A Closed Elite? Bristol’s Society of Merchant Venturers and the Abolition of Slave Trading | Mannheimer Zentrum für Europäische Sozialforschung

Timo Boehm, Henning Hillmann
A Closed Elite? Bristol’s Society of Merchant Venturers and the Abolition of Slave Trading

Pp. 147 - 175 in: Emily Erikson (Ed.): Chartering Capitalism: Organizing Markets, States, and Publics. 2015. Bradford: Emerald Group Publishing
[Political Power and Social Theory; 29]

Why, despite clear economic incentives, did eighteenth-century slave traders fail to defend their business interests against the abolition campaign? We focus on the outport of Bristol as a case in point. Our main argument is that slave traders lacked an organizational basis to translate their economic interests into political influence. Supporting evidence from merchant networks over the 1698–1807 period shows that the Society of Merchant Venturers offered such an organizational site for collective political action. Members of this chartered company controlled much of Bristol’s seaborne commerce and held chief elective offices in the municipal government.
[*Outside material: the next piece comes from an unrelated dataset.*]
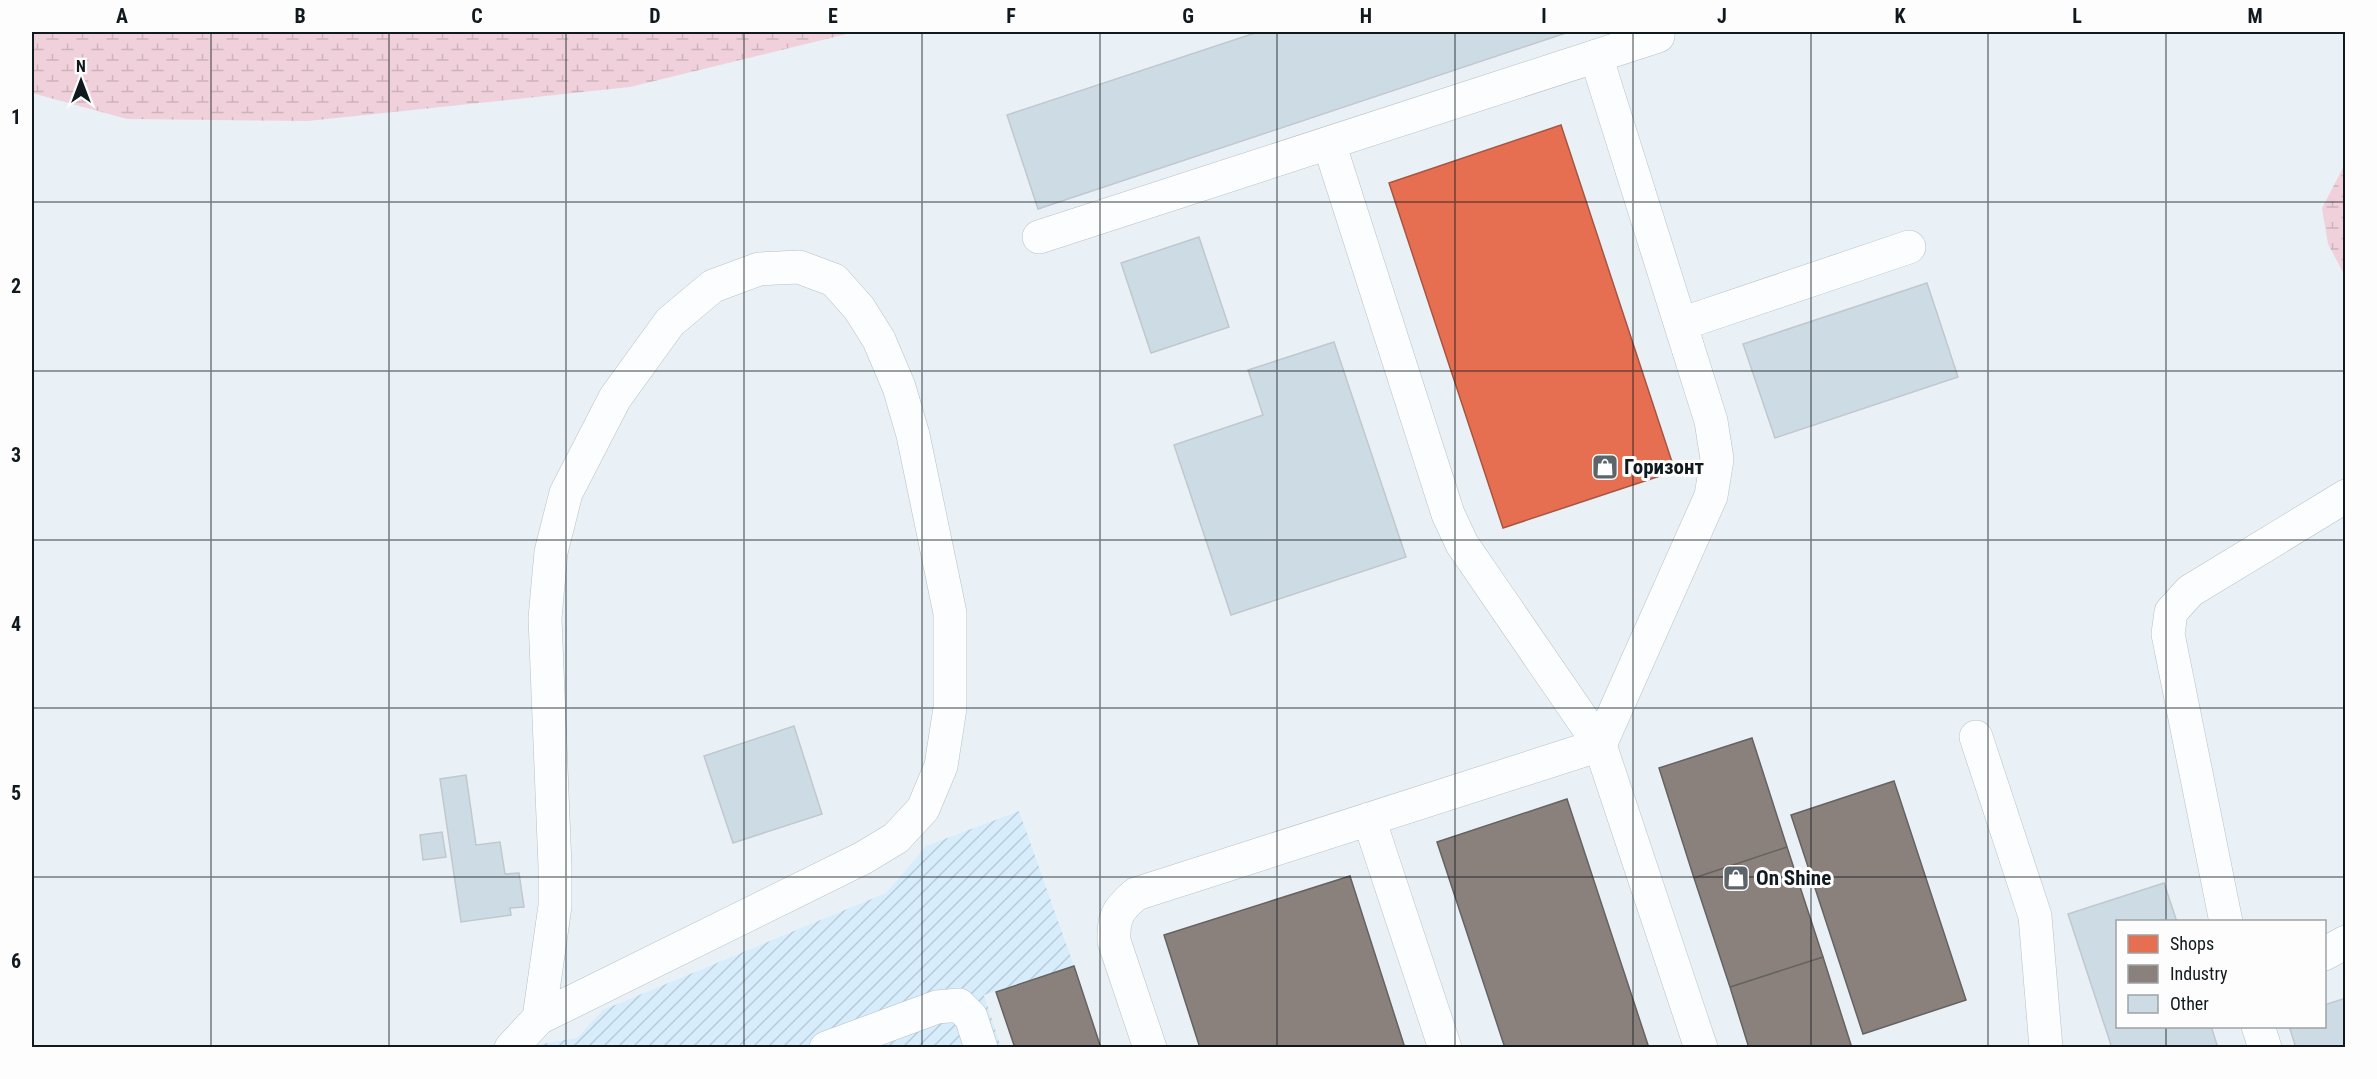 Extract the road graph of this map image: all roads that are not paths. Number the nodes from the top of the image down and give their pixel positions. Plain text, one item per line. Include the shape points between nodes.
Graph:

However, the Society evolved into an organization that represented the interests of a closed elite. High barriers to entry prevented the slave traders from using the Society as a vehicle for political mobilization. Social cohesion among slave traders outside the chartered company hinged on centrally positioned brokers. Yet the broker positions were held by the few merchants who became members of the Society, and who eventually ceased their engagement in slave trading. The result was a fragmented network that undermined the slave traders’ concerted efforts to mobilize against the political pressure of the abolitionist movement.